> _EXERCISE REQUIREMENTS_: Write the records out once more, exactly as they are given.

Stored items
※

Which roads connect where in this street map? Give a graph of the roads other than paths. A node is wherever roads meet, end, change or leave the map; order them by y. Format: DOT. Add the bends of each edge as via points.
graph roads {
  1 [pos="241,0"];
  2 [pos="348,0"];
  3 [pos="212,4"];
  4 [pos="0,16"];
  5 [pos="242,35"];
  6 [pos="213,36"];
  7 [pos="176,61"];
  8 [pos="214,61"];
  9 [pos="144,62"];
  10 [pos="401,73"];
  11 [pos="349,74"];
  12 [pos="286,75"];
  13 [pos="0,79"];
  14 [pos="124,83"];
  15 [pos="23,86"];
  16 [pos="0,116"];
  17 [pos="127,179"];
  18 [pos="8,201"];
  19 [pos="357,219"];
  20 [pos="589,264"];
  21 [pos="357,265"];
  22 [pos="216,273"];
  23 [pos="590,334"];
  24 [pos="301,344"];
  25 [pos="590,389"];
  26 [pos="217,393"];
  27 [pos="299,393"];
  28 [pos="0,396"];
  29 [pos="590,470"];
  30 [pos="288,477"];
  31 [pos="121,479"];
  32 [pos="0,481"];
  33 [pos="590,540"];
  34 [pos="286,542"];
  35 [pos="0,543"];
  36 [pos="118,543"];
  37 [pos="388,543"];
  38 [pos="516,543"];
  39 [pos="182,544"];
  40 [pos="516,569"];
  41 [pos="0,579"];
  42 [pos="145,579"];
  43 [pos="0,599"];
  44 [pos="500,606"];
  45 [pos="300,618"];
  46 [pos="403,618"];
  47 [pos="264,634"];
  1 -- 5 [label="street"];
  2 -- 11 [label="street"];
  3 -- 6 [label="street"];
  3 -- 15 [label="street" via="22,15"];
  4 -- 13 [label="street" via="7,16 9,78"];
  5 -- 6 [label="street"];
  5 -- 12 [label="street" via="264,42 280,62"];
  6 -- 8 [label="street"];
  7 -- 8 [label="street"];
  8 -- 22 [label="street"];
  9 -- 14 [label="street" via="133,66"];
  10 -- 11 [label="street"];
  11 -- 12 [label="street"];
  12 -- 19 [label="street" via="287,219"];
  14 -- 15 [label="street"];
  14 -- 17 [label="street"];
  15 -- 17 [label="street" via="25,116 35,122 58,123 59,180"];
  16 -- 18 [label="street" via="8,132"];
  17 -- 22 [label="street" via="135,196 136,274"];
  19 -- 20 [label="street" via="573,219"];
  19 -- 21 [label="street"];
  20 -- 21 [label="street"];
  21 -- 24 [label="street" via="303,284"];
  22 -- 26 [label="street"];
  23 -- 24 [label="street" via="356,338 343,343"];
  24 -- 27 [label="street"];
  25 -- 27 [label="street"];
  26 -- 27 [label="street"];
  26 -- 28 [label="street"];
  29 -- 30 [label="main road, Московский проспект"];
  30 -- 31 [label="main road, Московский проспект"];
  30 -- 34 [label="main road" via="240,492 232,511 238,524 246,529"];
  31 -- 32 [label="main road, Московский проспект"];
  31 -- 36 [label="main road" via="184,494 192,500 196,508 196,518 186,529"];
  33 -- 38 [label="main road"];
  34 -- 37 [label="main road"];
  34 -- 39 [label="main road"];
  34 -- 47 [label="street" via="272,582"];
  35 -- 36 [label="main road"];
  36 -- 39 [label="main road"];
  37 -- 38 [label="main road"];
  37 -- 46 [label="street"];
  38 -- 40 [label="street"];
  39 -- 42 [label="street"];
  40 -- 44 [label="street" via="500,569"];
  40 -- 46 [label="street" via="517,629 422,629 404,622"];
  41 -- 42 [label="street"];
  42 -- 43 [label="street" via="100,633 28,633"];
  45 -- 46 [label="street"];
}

※

> _TASK OUTPUT_:
Which roads connect where in this street map? Give a graph of the roads other than paths. A node is wherever roads meet, end, change or leave the map; order them by y. Format: DOT. Add the bends of each edge as via points.
graph roads {
  1 [pos="241,0"];
  2 [pos="348,0"];
  3 [pos="212,4"];
  4 [pos="0,16"];
  5 [pos="242,35"];
  6 [pos="213,36"];
  7 [pos="176,61"];
  8 [pos="214,61"];
  9 [pos="144,62"];
  10 [pos="401,73"];
  11 [pos="349,74"];
  12 [pos="286,75"];
  13 [pos="0,79"];
  14 [pos="124,83"];
  15 [pos="23,86"];
  16 [pos="0,116"];
  17 [pos="127,179"];
  18 [pos="8,201"];
  19 [pos="357,219"];
  20 [pos="589,264"];
  21 [pos="357,265"];
  22 [pos="216,273"];
  23 [pos="590,334"];
  24 [pos="301,344"];
  25 [pos="590,389"];
  26 [pos="217,393"];
  27 [pos="299,393"];
  28 [pos="0,396"];
  29 [pos="590,470"];
  30 [pos="288,477"];
  31 [pos="121,479"];
  32 [pos="0,481"];
  33 [pos="590,540"];
  34 [pos="286,542"];
  35 [pos="0,543"];
  36 [pos="118,543"];
  37 [pos="388,543"];
  38 [pos="516,543"];
  39 [pos="182,544"];
  40 [pos="516,569"];
  41 [pos="0,579"];
  42 [pos="145,579"];
  43 [pos="0,599"];
  44 [pos="500,606"];
  45 [pos="300,618"];
  46 [pos="403,618"];
  47 [pos="264,634"];
  1 -- 5 [label="street"];
  2 -- 11 [label="street"];
  3 -- 6 [label="street"];
  3 -- 15 [label="street" via="22,15"];
  4 -- 13 [label="street" via="7,16 9,78"];
  5 -- 6 [label="street"];
  5 -- 12 [label="street" via="264,42 280,62"];
  6 -- 8 [label="street"];
  7 -- 8 [label="street"];
  8 -- 22 [label="street"];
  9 -- 14 [label="street" via="133,66"];
  10 -- 11 [label="street"];
  11 -- 12 [label="street"];
  12 -- 19 [label="street" via="287,219"];
  14 -- 15 [label="street"];
  14 -- 17 [label="street"];
  15 -- 17 [label="street" via="25,116 35,122 58,123 59,180"];
  16 -- 18 [label="street" via="8,132"];
  17 -- 22 [label="street" via="135,196 136,274"];
  19 -- 20 [label="street" via="573,219"];
  19 -- 21 [label="street"];
  20 -- 21 [label="street"];
  21 -- 24 [label="street" via="303,284"];
  22 -- 26 [label="street"];
  23 -- 24 [label="street" via="356,338 343,343"];
  24 -- 27 [label="street"];
  25 -- 27 [label="street"];
  26 -- 27 [label="street"];
  26 -- 28 [label="street"];
  29 -- 30 [label="main road, Московский проспект"];
  30 -- 31 [label="main road, Московский проспект"];
  30 -- 34 [label="main road" via="240,492 232,511 238,524 246,529"];
  31 -- 32 [label="main road, Московский проспект"];
  31 -- 36 [label="main road" via="184,494 192,500 196,508 196,518 186,529"];
  33 -- 38 [label="main road"];
  34 -- 37 [label="main road"];
  34 -- 39 [label="main road"];
  34 -- 47 [label="street" via="272,582"];
  35 -- 36 [label="main road"];
  36 -- 39 [label="main road"];
  37 -- 38 [label="main road"];
  37 -- 46 [label="street"];
  38 -- 40 [label="street"];
  39 -- 42 [label="street"];
  40 -- 44 [label="street" via="500,569"];
  40 -- 46 [label="street" via="517,629 422,629 404,622"];
  41 -- 42 [label="street"];
  42 -- 43 [label="street" via="100,633 28,633"];
  45 -- 46 [label="street"];
}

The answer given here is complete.